One of his first sons to go to Europe was Choctaw Brave, a Grand Circuit competitor who went through the sales ring as a ridgling after his stakes schedule was complete. After starting his breeding career in Finland, his other testicle dropped. When that testicle descended, Choctaw Brave ascended to the top of the Finnish sire list.
Gus Lobell was another Speedy Crown son that enjoyed success in Finland.
In Sweden, Crowntron sired only two crops, but they remarkable. His stiff-legged little chestnut daughter Queen L won the hearts of horseman all over Europe.
Smokin Yankee stood at Menhammar in Sweden and his offspring were outstanding on the track. By contrast, Self Confident was far less successful.
Workaholic, winner of the first Breeders Crown event ever contested, stood briefly in the United States with limited patronage, but when he was exported to France he was extremely desirable to French breeders.
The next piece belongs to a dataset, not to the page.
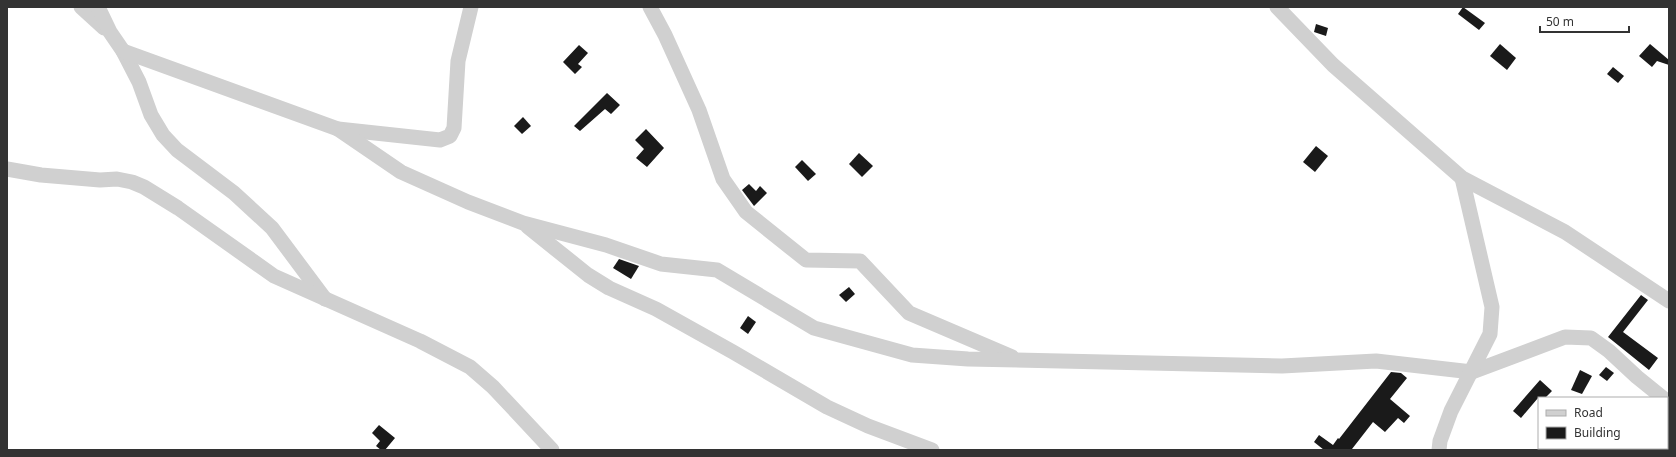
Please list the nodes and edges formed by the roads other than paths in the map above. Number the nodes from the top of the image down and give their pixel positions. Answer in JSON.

His book was routinely oversubscribed, and Workaholic became very successful. Workaholic appears twice in the first four generations of Ready Cash, the champion French trotter and stallion.
Peter Haughton Memorial winner Why Not landed in Denmark and got the standout Rudolf Le Ann, and another good Danish stallion by Speedy Crown was Little Devil. Carmody Lobell sired three winners of the Danish Darby.
Lord Of All and Harvard Yard, both brothers to Speedy Somolli, went to Europe. Lord Of All sired Remington Crown while Harvard Yard accomplished little.